## DATA FOR REVIEW:
※ ※ ※

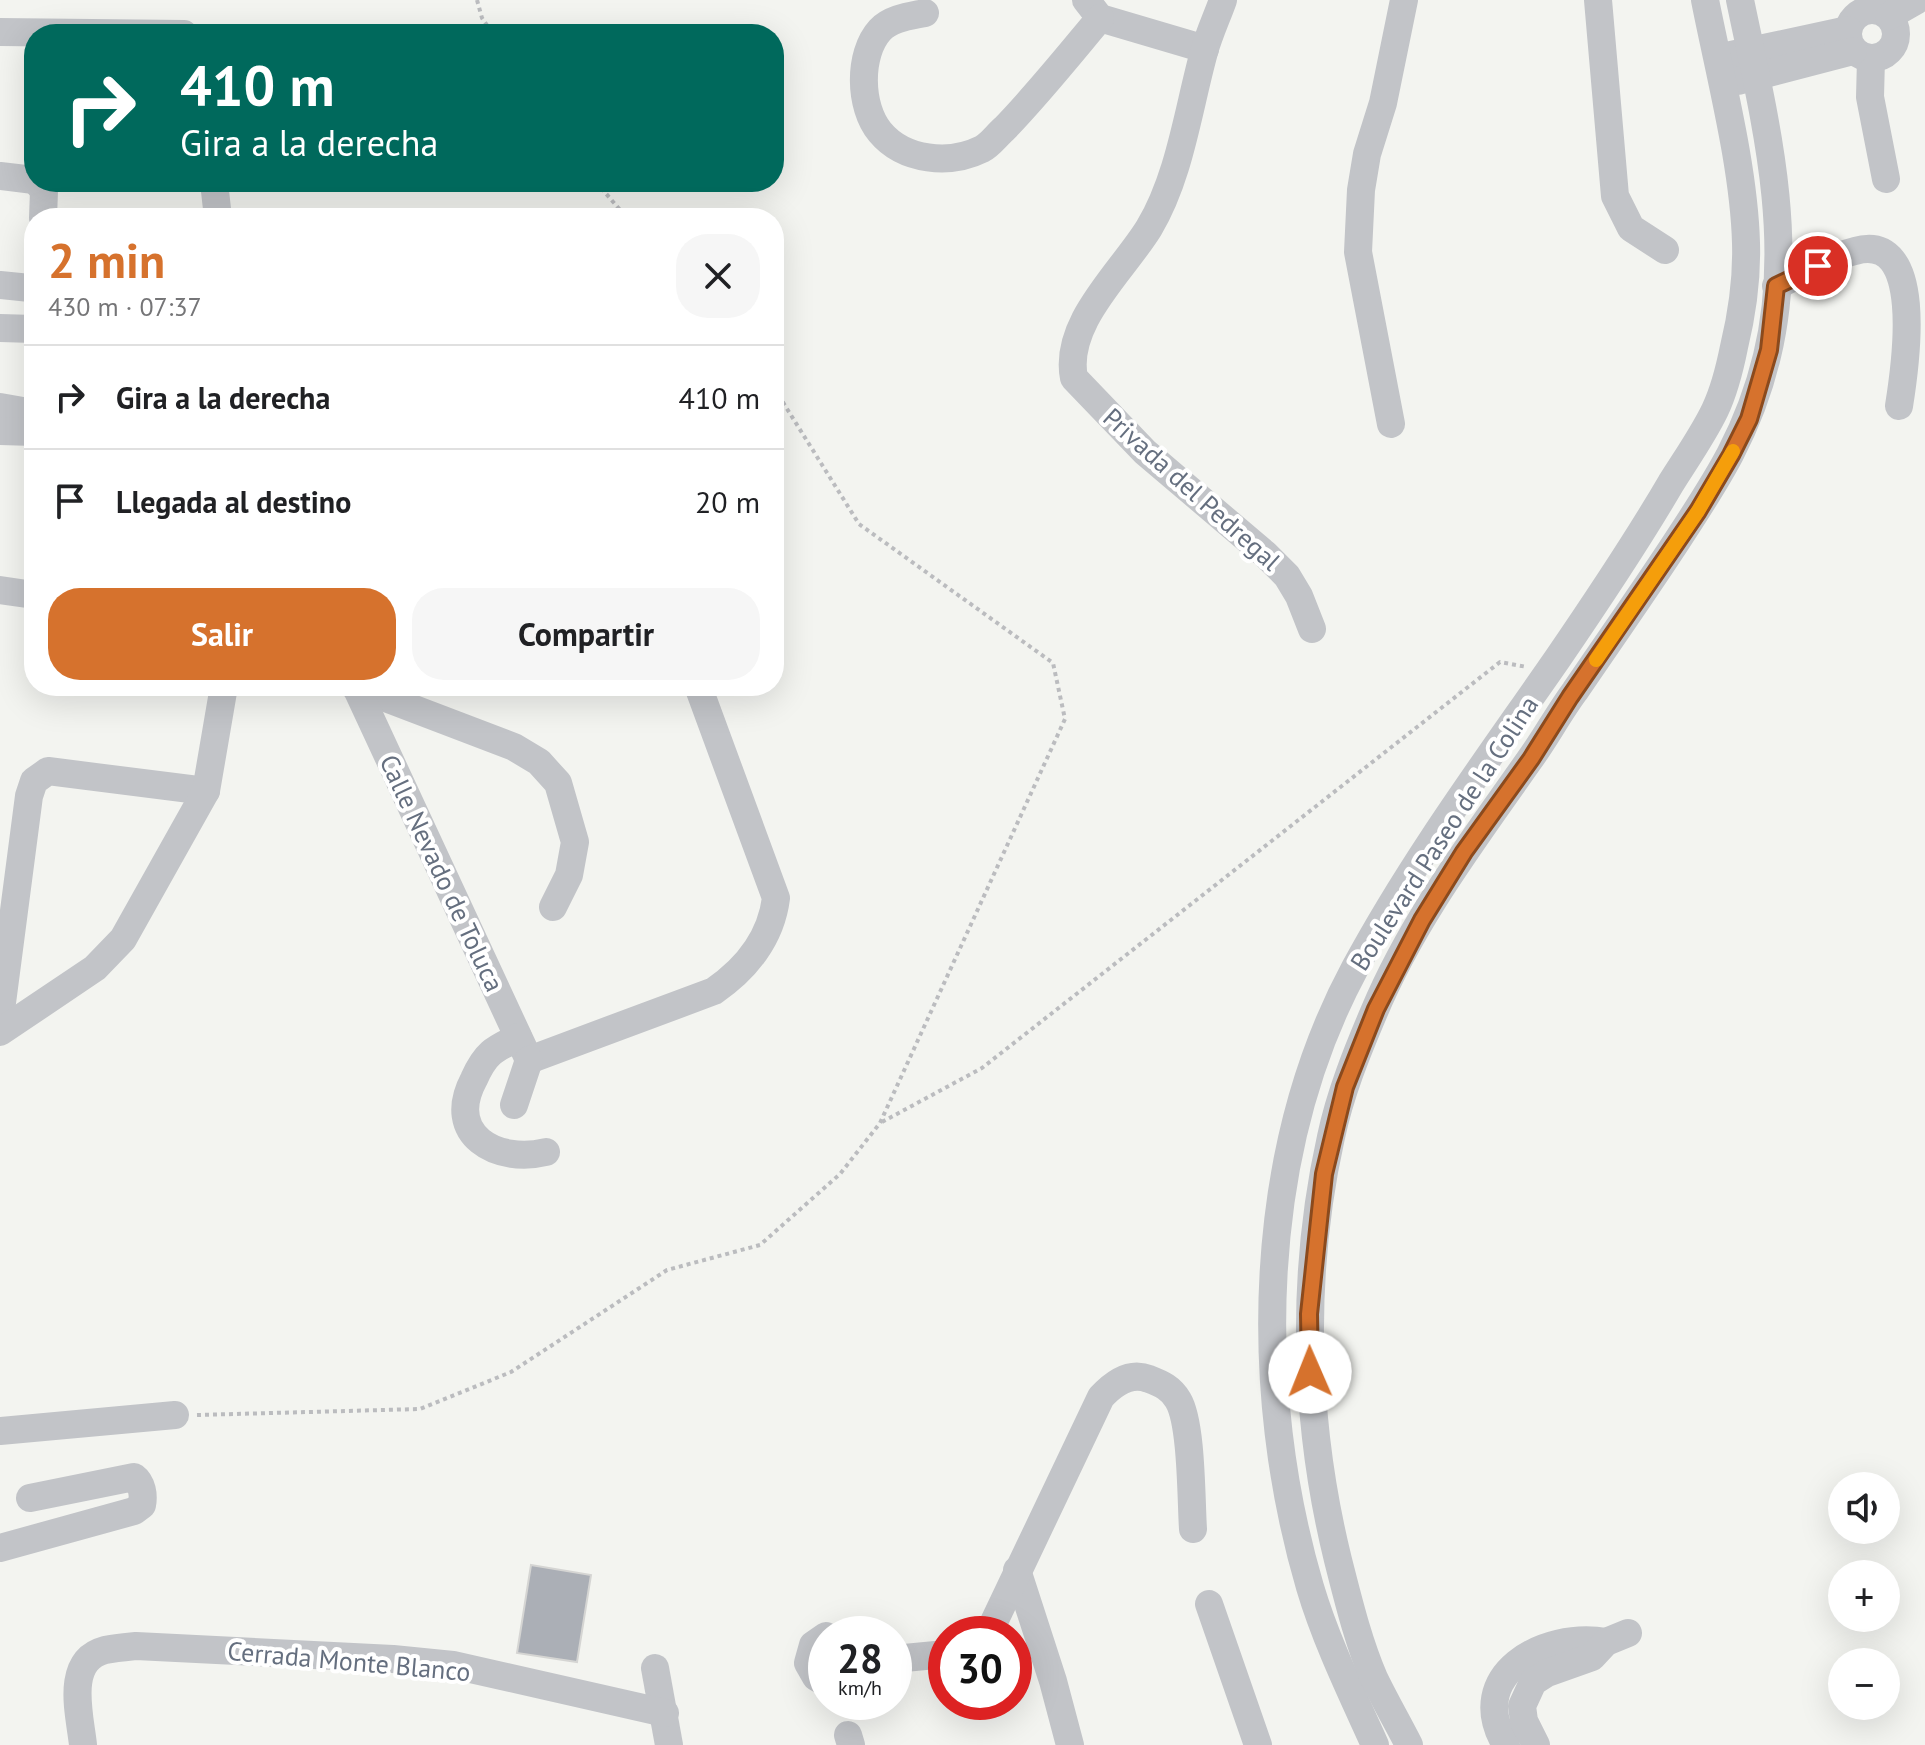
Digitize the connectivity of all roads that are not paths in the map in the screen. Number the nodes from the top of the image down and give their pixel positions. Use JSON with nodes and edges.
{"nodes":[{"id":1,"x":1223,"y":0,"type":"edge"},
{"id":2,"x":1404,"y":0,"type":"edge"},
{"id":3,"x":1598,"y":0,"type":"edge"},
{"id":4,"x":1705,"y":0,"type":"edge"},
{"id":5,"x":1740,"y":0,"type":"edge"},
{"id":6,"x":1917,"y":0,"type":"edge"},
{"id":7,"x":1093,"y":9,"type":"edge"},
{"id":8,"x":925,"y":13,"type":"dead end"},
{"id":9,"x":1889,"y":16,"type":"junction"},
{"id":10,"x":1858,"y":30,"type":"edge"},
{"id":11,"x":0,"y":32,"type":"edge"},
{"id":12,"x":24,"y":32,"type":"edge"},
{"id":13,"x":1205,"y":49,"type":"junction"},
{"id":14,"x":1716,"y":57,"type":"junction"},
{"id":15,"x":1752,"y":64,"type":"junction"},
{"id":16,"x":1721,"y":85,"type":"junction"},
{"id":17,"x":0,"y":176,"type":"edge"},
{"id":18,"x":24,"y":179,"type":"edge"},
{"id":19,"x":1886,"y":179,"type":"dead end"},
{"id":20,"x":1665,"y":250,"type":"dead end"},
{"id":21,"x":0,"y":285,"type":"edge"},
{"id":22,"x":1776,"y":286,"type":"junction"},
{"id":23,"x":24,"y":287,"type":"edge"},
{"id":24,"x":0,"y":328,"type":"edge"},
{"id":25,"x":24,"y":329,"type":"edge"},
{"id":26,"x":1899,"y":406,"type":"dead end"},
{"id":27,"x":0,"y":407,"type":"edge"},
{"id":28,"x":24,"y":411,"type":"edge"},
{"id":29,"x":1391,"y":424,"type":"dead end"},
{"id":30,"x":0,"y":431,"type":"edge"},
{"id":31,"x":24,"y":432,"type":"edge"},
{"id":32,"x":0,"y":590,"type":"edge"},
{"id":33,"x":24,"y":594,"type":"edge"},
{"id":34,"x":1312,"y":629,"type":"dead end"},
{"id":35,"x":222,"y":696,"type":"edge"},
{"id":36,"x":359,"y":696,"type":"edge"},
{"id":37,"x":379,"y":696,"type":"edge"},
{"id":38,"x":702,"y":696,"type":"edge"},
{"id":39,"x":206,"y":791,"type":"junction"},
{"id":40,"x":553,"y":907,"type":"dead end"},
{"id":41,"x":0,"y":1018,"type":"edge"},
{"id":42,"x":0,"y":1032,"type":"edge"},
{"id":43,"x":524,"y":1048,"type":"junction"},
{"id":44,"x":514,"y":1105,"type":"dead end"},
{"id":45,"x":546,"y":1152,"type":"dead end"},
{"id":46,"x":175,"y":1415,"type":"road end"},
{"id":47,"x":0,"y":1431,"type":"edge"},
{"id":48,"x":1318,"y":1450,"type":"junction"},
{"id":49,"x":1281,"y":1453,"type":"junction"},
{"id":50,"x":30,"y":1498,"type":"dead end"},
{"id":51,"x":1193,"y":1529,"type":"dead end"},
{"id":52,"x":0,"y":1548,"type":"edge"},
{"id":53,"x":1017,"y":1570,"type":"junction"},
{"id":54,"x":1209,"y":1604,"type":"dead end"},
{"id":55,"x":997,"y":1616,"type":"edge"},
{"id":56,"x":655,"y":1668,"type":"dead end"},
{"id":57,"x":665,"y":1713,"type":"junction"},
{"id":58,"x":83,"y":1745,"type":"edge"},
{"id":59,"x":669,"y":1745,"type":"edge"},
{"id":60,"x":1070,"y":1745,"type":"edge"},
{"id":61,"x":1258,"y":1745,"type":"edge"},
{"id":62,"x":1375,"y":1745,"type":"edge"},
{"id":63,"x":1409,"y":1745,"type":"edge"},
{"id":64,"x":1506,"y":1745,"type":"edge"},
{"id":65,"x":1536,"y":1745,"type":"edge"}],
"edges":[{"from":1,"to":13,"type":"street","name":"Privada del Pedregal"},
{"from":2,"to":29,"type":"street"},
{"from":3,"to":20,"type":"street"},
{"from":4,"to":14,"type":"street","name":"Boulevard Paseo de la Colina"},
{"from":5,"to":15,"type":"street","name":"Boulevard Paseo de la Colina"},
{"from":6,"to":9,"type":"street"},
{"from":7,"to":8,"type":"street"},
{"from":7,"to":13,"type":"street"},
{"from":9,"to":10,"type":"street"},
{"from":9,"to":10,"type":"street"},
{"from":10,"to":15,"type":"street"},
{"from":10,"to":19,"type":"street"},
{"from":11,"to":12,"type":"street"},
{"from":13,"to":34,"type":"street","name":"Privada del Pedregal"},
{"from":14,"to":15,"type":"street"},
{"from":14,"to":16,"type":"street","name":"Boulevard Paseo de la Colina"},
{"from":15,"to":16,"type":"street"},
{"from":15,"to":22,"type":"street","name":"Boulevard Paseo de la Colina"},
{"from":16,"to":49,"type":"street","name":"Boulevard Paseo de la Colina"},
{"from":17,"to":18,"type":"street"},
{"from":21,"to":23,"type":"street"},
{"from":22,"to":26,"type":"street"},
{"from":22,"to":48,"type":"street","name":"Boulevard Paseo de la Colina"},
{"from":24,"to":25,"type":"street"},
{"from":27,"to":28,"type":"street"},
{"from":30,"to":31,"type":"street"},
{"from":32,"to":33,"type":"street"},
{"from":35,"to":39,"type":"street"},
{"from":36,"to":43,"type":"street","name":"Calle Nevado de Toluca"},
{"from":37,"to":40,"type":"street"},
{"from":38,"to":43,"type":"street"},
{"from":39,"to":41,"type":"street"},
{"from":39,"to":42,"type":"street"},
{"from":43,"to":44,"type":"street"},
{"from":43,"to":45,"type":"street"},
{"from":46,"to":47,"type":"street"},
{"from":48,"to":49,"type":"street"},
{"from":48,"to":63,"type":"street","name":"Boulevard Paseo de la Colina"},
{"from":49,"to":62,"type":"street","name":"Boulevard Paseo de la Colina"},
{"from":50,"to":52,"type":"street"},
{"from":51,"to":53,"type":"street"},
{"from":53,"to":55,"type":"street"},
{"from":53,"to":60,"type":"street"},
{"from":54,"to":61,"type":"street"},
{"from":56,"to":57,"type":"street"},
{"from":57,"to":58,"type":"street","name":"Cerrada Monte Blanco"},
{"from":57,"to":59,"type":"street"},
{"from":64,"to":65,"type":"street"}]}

※ ※ ※

## WORK INSTRUCTION:
Lines above that include the string "name" need to be copied.

## RESULT OF THE EXERCISE:
"edges":[{"from":1,"to":13,"type":"street","name":"Privada del Pedregal"},
{"from":4,"to":14,"type":"street","name":"Boulevard Paseo de la Colina"},
{"from":5,"to":15,"type":"street","name":"Boulevard Paseo de la Colina"},
{"from":13,"to":34,"type":"street","name":"Privada del Pedregal"},
{"from":14,"to":16,"type":"street","name":"Boulevard Paseo de la Colina"},
{"from":15,"to":22,"type":"street","name":"Boulevard Paseo de la Colina"},
{"from":16,"to":49,"type":"street","name":"Boulevard Paseo de la Colina"},
{"from":22,"to":48,"type":"street","name":"Boulevard Paseo de la Colina"},
{"from":36,"to":43,"type":"street","name":"Calle Nevado de Toluca"},
{"from":48,"to":63,"type":"street","name":"Boulevard Paseo de la Colina"},
{"from":49,"to":62,"type":"street","name":"Boulevard Paseo de la Colina"},
{"from":57,"to":58,"type":"street","name":"Cerrada Monte Blanco"},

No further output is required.